Dataset excerpts
▬▬▬

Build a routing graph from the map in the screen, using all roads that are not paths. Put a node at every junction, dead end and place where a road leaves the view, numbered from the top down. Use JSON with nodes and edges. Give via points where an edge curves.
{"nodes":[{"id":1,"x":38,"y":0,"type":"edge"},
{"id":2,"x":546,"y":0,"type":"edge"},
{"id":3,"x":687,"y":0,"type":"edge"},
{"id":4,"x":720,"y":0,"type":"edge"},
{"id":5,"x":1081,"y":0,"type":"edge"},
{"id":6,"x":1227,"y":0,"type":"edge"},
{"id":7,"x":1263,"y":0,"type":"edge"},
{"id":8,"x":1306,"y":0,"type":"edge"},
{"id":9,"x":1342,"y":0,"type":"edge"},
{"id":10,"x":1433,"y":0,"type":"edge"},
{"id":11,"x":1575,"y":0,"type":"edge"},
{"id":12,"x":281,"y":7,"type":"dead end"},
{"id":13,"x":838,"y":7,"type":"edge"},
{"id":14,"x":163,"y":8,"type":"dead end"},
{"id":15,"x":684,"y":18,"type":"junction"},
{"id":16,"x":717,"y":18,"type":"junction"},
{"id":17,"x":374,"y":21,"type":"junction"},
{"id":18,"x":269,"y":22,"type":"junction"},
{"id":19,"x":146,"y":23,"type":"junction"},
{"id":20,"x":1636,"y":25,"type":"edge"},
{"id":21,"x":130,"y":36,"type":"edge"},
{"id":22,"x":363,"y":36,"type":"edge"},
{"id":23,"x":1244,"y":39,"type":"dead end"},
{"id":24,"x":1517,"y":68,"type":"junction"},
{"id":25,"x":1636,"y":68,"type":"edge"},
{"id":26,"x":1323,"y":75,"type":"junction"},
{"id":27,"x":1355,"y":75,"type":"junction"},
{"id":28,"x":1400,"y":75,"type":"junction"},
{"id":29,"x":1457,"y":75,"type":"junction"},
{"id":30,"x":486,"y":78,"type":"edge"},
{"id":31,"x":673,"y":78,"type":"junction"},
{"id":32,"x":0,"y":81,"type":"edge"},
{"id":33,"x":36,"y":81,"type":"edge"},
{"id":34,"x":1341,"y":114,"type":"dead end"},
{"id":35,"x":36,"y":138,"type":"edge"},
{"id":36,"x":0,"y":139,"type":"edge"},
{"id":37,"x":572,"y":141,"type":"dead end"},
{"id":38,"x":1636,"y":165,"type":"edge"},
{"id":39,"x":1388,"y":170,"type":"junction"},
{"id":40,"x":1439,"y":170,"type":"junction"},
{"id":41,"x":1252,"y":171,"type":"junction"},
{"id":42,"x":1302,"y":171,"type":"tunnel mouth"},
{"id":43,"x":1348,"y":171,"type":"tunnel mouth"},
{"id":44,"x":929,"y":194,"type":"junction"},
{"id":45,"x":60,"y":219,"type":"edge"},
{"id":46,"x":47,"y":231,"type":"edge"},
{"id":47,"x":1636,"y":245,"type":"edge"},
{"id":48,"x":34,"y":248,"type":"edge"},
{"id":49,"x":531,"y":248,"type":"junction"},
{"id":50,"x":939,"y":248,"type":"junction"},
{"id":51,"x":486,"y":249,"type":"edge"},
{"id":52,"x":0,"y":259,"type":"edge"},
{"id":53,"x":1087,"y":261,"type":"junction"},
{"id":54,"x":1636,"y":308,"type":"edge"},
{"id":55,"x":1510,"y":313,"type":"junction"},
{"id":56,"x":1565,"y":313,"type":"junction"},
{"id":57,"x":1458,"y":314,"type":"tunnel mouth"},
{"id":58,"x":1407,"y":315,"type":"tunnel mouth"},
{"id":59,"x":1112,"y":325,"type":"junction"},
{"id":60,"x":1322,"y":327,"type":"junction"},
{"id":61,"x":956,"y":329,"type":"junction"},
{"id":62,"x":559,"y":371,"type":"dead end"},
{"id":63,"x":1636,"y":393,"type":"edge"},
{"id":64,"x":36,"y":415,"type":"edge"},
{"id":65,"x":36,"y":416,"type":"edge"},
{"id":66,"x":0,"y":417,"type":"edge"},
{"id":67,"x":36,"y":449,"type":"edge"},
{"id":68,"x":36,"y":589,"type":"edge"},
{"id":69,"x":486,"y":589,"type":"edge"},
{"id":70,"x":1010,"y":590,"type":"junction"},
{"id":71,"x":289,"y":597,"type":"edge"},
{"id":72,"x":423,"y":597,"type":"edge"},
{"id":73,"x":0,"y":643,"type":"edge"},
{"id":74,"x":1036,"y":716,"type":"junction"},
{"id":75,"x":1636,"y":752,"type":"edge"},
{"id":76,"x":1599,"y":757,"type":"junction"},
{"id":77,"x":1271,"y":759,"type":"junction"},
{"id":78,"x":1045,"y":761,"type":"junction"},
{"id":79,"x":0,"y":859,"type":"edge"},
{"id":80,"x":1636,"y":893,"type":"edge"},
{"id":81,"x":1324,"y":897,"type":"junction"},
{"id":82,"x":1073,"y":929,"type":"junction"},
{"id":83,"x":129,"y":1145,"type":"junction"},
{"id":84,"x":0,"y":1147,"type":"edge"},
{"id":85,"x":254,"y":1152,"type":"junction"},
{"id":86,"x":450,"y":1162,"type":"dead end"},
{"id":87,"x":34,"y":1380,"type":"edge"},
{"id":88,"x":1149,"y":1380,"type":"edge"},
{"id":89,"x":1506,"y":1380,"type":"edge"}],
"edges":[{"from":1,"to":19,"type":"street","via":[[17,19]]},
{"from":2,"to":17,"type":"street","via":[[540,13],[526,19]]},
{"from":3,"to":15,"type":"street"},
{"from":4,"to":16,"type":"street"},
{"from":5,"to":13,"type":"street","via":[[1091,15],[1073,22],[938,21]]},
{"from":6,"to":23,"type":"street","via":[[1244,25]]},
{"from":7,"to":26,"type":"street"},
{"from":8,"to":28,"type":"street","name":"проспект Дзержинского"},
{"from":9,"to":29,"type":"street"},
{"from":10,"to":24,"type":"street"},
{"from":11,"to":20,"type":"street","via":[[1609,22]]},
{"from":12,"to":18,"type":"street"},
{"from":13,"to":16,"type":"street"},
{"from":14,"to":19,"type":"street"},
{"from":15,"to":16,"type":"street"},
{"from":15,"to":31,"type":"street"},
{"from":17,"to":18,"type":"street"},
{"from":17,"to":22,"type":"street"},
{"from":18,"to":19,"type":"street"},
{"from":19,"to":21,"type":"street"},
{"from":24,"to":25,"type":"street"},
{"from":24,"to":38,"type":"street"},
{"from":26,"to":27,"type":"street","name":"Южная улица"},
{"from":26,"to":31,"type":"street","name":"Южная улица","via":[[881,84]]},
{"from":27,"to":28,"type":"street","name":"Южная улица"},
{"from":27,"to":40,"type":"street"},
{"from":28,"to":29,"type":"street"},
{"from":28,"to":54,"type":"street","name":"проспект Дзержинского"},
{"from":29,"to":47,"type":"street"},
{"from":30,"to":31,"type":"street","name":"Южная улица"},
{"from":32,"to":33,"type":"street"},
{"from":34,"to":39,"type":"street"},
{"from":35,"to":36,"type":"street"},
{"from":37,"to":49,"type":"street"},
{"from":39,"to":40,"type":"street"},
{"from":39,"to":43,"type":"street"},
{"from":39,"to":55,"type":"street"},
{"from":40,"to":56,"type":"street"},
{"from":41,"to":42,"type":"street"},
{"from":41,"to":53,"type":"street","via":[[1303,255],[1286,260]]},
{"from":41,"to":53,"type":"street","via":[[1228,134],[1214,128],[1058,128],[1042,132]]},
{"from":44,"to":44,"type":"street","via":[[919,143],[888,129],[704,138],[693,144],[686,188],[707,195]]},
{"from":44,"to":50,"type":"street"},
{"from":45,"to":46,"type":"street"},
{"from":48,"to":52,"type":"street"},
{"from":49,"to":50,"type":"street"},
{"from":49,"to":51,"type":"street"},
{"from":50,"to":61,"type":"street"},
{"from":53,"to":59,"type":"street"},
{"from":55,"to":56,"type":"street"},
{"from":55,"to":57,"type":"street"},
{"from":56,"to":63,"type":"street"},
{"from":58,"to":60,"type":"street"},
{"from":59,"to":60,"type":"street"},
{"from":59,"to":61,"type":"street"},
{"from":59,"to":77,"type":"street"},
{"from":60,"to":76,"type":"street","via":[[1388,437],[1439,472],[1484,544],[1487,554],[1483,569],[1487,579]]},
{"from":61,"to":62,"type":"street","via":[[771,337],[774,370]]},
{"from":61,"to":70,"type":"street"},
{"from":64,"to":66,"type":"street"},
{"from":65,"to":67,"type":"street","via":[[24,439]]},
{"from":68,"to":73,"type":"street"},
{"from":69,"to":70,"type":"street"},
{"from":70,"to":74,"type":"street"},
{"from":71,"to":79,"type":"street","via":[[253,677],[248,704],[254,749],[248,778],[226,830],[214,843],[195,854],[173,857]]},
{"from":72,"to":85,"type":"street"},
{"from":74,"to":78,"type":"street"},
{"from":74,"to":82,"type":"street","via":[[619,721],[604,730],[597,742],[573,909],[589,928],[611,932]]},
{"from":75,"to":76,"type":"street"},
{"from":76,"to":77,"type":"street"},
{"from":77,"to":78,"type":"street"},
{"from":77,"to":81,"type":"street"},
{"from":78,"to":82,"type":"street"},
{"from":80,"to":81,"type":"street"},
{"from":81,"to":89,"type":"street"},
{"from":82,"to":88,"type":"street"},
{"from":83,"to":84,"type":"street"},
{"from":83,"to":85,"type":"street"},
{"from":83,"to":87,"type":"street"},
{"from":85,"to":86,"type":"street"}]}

▬▬▬

▸ WHAT NEEDS TO BE DONE
Once you find the string "Дзержинского" in a line of the records, copy that line.

▸ RESPONSE AREA
{"from":8,"to":28,"type":"street","name":"проспект Дзержинского"},
{"from":28,"to":54,"type":"street","name":"проспект Дзержинского"},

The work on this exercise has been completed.